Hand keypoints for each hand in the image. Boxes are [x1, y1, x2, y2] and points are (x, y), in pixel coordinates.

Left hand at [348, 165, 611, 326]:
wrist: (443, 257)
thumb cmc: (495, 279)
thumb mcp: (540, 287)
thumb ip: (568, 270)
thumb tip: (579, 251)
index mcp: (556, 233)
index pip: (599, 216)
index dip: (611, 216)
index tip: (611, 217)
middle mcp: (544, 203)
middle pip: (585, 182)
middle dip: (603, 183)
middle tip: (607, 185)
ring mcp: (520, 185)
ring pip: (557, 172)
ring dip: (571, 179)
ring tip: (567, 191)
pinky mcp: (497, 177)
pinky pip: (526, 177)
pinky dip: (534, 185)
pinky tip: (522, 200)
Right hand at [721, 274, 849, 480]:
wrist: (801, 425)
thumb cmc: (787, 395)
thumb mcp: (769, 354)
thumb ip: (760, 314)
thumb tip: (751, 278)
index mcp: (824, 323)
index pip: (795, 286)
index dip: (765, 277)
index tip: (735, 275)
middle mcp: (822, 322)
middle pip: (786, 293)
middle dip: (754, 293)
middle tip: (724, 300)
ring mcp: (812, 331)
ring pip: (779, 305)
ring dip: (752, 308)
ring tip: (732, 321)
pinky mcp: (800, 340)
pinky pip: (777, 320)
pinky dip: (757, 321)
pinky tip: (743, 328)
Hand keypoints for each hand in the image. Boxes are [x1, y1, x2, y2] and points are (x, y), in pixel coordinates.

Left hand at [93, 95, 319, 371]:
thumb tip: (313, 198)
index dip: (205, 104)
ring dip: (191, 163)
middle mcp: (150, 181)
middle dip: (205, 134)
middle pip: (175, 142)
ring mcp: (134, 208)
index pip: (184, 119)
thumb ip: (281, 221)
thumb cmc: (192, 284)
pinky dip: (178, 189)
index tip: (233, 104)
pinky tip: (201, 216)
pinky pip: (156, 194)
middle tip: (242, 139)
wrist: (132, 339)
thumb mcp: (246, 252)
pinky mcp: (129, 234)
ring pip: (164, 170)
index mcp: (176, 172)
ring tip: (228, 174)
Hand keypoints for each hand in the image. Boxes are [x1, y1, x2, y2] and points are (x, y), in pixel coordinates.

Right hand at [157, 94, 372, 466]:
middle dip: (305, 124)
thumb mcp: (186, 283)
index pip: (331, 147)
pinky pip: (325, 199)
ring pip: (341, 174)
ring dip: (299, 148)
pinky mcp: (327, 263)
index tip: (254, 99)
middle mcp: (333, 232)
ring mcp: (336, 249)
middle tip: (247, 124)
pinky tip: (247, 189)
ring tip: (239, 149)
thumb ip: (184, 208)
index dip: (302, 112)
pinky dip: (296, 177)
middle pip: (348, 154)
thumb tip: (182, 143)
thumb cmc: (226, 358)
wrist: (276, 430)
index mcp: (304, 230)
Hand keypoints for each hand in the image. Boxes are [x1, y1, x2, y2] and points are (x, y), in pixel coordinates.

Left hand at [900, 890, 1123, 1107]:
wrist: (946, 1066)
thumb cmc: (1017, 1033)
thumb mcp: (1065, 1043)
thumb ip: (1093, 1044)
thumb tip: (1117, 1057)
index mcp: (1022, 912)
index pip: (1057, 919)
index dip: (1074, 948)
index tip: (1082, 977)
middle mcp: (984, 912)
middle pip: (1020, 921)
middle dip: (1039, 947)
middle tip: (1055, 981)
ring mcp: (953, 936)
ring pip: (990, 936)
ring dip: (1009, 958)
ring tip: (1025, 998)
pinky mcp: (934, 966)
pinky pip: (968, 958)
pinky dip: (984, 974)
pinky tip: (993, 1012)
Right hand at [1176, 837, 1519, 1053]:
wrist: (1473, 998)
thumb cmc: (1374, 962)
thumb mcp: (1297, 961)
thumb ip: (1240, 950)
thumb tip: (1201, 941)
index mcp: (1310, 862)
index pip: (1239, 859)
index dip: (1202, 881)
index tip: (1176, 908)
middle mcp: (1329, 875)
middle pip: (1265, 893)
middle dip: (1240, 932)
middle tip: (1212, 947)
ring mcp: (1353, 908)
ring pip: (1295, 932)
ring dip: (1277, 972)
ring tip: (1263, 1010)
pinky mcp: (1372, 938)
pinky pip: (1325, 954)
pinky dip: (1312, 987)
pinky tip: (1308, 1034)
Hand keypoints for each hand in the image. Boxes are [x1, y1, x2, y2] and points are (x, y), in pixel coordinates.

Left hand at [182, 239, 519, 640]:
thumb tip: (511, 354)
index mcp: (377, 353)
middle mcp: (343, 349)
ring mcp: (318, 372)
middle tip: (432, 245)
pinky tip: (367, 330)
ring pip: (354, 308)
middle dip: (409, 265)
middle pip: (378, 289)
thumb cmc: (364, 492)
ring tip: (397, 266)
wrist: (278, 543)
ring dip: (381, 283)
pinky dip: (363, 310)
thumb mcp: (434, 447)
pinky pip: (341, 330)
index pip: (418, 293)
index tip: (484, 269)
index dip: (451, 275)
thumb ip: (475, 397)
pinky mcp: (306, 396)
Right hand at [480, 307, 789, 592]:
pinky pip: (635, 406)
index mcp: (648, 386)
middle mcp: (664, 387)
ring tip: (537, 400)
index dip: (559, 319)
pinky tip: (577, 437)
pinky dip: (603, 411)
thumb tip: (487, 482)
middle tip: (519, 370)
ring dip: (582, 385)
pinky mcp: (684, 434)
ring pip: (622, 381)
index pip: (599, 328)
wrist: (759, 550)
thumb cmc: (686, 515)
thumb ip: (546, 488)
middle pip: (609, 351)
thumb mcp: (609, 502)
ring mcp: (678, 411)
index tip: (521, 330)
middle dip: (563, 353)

____________

▶ What this task involves
What you return must match the listing exactly, with nothing missing.

▶ Answer for this exercise
Hand keypoints for each hand in the image. Boxes are [x1, y1, x2, y2] and points are (x, y), in pixel coordinates.

Left hand at [348, 165, 611, 326]:
wrist: (443, 257)
thumb cmc: (495, 279)
thumb mcp: (540, 287)
thumb ip: (568, 270)
thumb tip: (579, 251)
index mcp: (556, 233)
index pip: (599, 216)
index dip: (611, 216)
index tip: (611, 217)
middle mcp: (544, 203)
middle pip: (585, 182)
middle dip: (603, 183)
middle tip: (607, 185)
ring mcp: (520, 185)
ring pip: (557, 172)
ring dip: (571, 179)
ring tip: (567, 191)
pinky mcp: (497, 177)
pinky pip: (526, 177)
pinky dip: (534, 185)
pinky tip: (522, 200)
Right hand at [721, 274, 849, 480]:
wrist: (801, 425)
thumb cmc: (787, 395)
thumb mcp: (769, 354)
thumb ip: (760, 314)
thumb tip: (751, 278)
index mcp: (824, 323)
index pip: (795, 286)
index dip: (765, 277)
index tip: (735, 275)
middle mcp: (822, 322)
middle pip: (786, 293)
middle dip: (754, 293)
middle tip: (724, 300)
ring mcp: (812, 331)
ring pip: (779, 305)
ring dip: (752, 308)
ring tip: (732, 321)
pinky mcp: (800, 340)
pinky pip: (777, 320)
pinky dip: (757, 321)
pinky tip: (743, 328)
Hand keypoints for each hand in the image. Boxes are [x1, y1, x2, y2] and points are (x, y), in pixel coordinates.

Left hand at [93, 95, 319, 371]:
thumb tip: (313, 198)
index dip: (205, 104)
ring dip: (191, 163)
middle mcp: (150, 181)
middle dip: (205, 134)
middle pip: (175, 142)
ring mcp: (134, 208)
index pip: (184, 119)
thumb ip: (281, 221)
thumb cmc: (192, 284)
pinky dip: (178, 189)
index tip: (233, 104)
pinky tip: (201, 216)
pinky pip: (156, 194)
middle tip: (242, 139)
wrist: (132, 339)
thumb mcp: (246, 252)
pinky mcp: (129, 234)
ring pip: (164, 170)
index mcp: (176, 172)
ring tip: (228, 174)
Hand keypoints for each hand in the image. Boxes are [x1, y1, x2, y2] and points are (x, y), in pixel coordinates.

Right hand at [157, 94, 372, 466]:
middle dip: (305, 124)
thumb mcp: (186, 283)
index pip: (331, 147)
pinky pip: (325, 199)
ring pip: (341, 174)
ring dip: (299, 148)
pinky mcp: (327, 263)
index tip: (254, 99)
middle mcp: (333, 232)
ring mcp: (336, 249)
middle tip: (247, 124)
pinky tip: (247, 189)
ring tip: (239, 149)
thumb ip: (184, 208)
index dip: (302, 112)
pinky dip: (296, 177)
middle pip: (348, 154)
thumb tip: (182, 143)
thumb cmc: (226, 358)
wrist: (276, 430)
index mcp: (304, 230)
Hand keypoints for each hand in the image. Boxes are [x1, y1, x2, y2] and points are (x, y), in pixel coordinates.

Left hand at [900, 890, 1123, 1107]:
wrist: (946, 1066)
thumb cmc: (1017, 1033)
thumb mcp: (1065, 1043)
thumb ip: (1093, 1044)
thumb tip: (1117, 1057)
index mcp: (1022, 912)
index pip: (1057, 919)
index dip: (1074, 948)
index tip: (1082, 977)
middle mcp: (984, 912)
middle pip: (1020, 921)
middle dip: (1039, 947)
middle tip: (1055, 981)
ring mcp: (953, 936)
ring pip: (990, 936)
ring dip: (1009, 958)
ring tip: (1025, 998)
pinky mcp: (934, 966)
pinky pip: (968, 958)
pinky dip: (984, 974)
pinky tip: (993, 1012)
Right hand at [1176, 837, 1519, 1053]:
wrist: (1473, 998)
thumb cmc: (1374, 962)
thumb mcp: (1297, 961)
thumb ip: (1240, 950)
thumb tip: (1201, 941)
index mcp: (1310, 862)
index pip: (1239, 859)
index dip: (1202, 881)
index tip: (1176, 908)
middle mcp: (1329, 875)
middle pip: (1265, 893)
middle dip: (1240, 932)
middle tip: (1212, 947)
ring mcp: (1353, 908)
ring pip: (1295, 932)
ring dip: (1277, 972)
ring tip: (1263, 1010)
pinky mcp: (1372, 938)
pinky pip: (1325, 954)
pinky dip: (1312, 987)
pinky tip: (1308, 1034)
Hand keypoints for each hand in the image. Boxes are [x1, y1, x2, y2] and points are (x, y), in pixel coordinates.

Left hand at [182, 239, 519, 640]:
thumb tip: (511, 354)
index mcp: (377, 353)
middle mcp: (343, 349)
ring mcp: (318, 372)
middle tip: (432, 245)
pinky tip: (367, 330)
ring pip: (354, 308)
middle dip: (409, 265)
middle pip: (378, 289)
thumb cmc: (364, 492)
ring tip: (397, 266)
wrist: (278, 543)
ring dip: (381, 283)
pinky dip: (363, 310)
thumb mcp: (434, 447)
pinky pip: (341, 330)
index pip: (418, 293)
index tip: (484, 269)
index dip: (451, 275)
thumb ip: (475, 397)
pinky mcp: (306, 396)
Right hand at [480, 307, 789, 592]:
pinky pip: (635, 406)
index mcp: (648, 386)
middle mcp: (664, 387)
ring tip: (537, 400)
index dip: (559, 319)
pinky tip: (577, 437)
pinky dip: (603, 411)
thumb tip: (487, 482)
middle tip: (519, 370)
ring dip: (582, 385)
pinky mcp: (684, 434)
ring pip: (622, 381)
index pip: (599, 328)
wrist: (759, 550)
thumb cmc: (686, 515)
thumb ip: (546, 488)
middle pip: (609, 351)
thumb mcp: (609, 502)
ring mcp: (678, 411)
index tip: (521, 330)
middle dip: (563, 353)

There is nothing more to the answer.